++++ AVAILABLE RECORDS ++++

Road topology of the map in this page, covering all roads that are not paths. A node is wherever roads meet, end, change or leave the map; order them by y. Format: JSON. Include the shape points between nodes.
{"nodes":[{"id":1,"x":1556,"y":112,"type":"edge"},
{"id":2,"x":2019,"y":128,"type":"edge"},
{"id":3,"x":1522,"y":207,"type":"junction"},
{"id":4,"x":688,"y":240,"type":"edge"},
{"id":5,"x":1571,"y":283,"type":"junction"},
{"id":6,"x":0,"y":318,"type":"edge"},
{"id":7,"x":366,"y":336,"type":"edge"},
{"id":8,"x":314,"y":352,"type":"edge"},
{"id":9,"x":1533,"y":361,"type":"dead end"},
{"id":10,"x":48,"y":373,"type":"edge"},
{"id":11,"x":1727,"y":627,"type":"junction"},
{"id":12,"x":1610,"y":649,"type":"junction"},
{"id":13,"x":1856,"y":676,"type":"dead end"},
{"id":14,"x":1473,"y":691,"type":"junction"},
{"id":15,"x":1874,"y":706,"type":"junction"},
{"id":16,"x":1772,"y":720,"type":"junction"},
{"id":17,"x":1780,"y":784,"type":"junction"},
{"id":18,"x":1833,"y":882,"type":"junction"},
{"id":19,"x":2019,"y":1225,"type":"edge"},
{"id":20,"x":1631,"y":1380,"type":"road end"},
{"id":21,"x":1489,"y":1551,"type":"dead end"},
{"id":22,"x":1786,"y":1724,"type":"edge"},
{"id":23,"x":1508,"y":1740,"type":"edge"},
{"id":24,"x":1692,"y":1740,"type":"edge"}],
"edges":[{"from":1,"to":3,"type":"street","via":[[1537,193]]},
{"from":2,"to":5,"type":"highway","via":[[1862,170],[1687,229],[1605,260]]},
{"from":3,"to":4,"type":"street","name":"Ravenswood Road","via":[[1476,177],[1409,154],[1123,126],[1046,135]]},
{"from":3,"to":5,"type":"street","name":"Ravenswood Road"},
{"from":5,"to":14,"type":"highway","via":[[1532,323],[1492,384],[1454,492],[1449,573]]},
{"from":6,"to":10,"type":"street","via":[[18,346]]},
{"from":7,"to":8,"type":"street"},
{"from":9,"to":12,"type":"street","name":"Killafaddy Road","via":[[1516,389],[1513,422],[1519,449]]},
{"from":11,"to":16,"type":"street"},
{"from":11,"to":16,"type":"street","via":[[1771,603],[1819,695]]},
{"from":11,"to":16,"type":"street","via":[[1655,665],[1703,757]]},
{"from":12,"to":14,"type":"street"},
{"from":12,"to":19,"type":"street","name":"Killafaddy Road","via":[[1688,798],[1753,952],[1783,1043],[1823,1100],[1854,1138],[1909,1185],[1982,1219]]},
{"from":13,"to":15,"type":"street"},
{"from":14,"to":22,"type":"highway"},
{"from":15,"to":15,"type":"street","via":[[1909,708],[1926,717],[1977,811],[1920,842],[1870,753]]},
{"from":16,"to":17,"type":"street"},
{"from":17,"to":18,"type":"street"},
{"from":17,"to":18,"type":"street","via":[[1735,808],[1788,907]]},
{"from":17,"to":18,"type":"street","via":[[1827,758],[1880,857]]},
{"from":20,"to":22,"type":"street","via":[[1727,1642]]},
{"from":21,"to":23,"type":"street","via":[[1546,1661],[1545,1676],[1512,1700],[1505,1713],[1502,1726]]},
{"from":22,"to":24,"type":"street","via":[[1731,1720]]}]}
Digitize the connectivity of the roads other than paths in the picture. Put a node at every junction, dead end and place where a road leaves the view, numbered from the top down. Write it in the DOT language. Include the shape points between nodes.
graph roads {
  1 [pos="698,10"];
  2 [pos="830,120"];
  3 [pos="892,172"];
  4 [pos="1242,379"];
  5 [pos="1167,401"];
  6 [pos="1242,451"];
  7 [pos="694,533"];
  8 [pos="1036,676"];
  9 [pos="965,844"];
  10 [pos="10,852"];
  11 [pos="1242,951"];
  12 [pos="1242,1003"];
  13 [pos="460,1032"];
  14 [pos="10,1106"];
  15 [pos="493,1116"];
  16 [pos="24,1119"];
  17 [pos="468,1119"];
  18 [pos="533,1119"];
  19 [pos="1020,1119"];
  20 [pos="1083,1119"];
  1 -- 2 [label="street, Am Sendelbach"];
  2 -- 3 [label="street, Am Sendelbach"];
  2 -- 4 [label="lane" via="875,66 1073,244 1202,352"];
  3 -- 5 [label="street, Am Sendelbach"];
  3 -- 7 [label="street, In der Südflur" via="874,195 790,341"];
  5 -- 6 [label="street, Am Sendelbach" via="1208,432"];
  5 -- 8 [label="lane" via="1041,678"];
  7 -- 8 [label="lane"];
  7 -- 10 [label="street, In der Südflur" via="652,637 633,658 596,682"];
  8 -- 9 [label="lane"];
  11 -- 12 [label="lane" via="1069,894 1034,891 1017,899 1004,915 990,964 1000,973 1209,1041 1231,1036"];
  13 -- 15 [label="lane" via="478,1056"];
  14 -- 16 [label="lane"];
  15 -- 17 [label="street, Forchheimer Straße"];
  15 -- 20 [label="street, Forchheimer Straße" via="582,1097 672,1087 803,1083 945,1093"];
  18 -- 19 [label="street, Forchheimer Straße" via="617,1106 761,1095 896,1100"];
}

++++

◆ WORK TO BE COMPLETED
Go through the data and show each line that holds "Sendelbach".

◆ WRITTEN RESPONSE
  1 -- 2 [label="street, Am Sendelbach"];
  2 -- 3 [label="street, Am Sendelbach"];
  3 -- 5 [label="street, Am Sendelbach"];
  5 -- 6 [label="street, Am Sendelbach" via="1208,432"];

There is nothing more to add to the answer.